I was the last one out of the yard, but I passed every one of our fellows before I had gone half a mile, and when I reached the outskirts of the Indian camp, they were a long way behind.

The camp, as I saw it that afternoon, did not look much like the illustrations of Indian villages which you have seen in your geographies. Instead of the clean skin-lodges, and the neatly-dressed, imposing savages which you will find in pictures, I saw before me a score of wretched brush shanties, which could afford their inmates but poor protection in stormy weather, and a hundred or more half-starved men and women, some of whom were jumping around in the mud and yelling as if they were greatly excited about something.

There were plenty of these people in Warren County at the time of which I write. They were Choctaws—the remnant of a once powerful tribe, who gained a precarious living by hunting, fishing, stealing and cotton-picking. This band had been encamped on our plantation during the last two weeks.

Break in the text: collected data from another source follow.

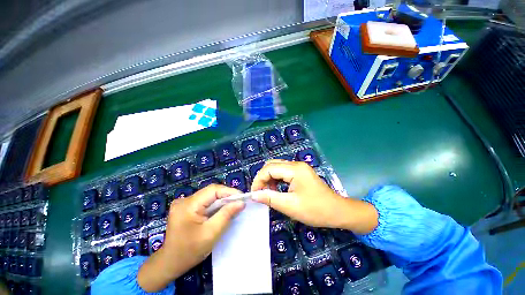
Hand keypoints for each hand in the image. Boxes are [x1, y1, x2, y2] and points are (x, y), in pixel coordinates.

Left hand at [138, 184, 244, 291]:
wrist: (169, 263)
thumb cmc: (189, 252)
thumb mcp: (211, 233)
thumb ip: (226, 215)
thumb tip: (241, 202)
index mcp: (188, 205)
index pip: (213, 190)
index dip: (230, 191)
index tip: (242, 198)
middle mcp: (184, 200)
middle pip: (211, 192)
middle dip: (227, 196)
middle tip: (239, 202)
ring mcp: (183, 203)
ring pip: (208, 196)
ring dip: (221, 200)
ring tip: (233, 206)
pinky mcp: (186, 207)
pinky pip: (204, 201)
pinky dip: (214, 204)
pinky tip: (220, 210)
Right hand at [251, 159, 377, 232]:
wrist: (337, 212)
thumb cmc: (316, 210)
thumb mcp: (290, 206)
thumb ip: (270, 198)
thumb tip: (254, 195)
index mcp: (294, 169)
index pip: (269, 168)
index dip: (258, 180)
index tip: (254, 193)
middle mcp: (296, 164)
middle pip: (272, 165)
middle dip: (263, 178)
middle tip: (260, 193)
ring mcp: (299, 167)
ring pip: (277, 168)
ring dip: (269, 178)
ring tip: (268, 192)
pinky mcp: (300, 172)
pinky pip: (283, 172)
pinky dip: (276, 180)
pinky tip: (276, 190)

The women had been employed by father to pick cotton, and their lords and masters were now having a glorious time over the money they had earned.

The warriors—lazy dogs, who thought it a disgrace to perform any manual labor—had remained in their wigwams, passing the days very pleasantly with their pipes, while their wives were at work in the cotton-field; but now that the crop had been gathered and the money paid, they had thrown away their pipes and picked up their bottles. In plainer language, we rode into the camp just in time to witness the beginning of a drunken Indian jubilee.

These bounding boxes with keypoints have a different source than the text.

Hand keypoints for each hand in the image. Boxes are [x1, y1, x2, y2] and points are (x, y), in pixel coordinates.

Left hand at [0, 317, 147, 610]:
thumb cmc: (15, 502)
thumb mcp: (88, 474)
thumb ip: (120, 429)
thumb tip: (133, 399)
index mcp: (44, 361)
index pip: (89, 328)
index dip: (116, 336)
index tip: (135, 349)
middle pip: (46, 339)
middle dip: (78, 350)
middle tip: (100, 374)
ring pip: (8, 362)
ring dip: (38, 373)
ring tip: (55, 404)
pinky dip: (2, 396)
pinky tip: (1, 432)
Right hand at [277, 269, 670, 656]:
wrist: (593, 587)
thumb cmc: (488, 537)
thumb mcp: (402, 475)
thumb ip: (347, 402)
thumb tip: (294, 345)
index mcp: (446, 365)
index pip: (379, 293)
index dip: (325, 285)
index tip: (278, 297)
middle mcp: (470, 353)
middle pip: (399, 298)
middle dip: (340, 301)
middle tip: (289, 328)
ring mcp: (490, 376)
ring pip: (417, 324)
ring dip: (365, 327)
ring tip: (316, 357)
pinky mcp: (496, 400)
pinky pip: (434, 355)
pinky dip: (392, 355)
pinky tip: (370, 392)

The men were dancing, shouting, fighting, wrestling, going half-hammond (a Northern boy would have called it a “hop, skip and a jump”), and trying to run races; while the women stood around in little groups, chattering like so many blackbirds, and watching all that was going on with apparently a great deal of interest.

I do not suppose that the Indian boys drank any thing stronger than the muddy water that flowed in the bayou, on the banks of which the camp was located; but, at any rate, they seemed to be animated by the same spirit that possessed their fathers, for we saw them engage in no end of fights, foot-races and wrestling matches.

Presently a smart, lively young savage, the son of the principal chief of the band, who had easily thrown every one of his companions whom he could induce to wrestle with him, stepped up to us, and fastening his eyes upon Mark, asked him if he would like to come out and try his strength. Now, if Mark had been in good health, the challenge would have been promptly accepted; and if I am any judge of boys, that young Indian would have found himself flat on the ground before he could have winked twice; but he was just recovering from an attack of his old enemy, the chills and fever, and for that reason was obliged, much to his regret, to turn a deaf ear to the Indian’s entreaties.

“Oh, yes, you come,” said the young wrestler, after Mark had told him, perhaps for the twentieth time, that he was out of condition; “I show you what Indian boy can do. I put you down as quick as lightning. Eh! You come?”

As he spoke he stepped back and spread out his sinewy arms, as if waiting for Mark to jump into them.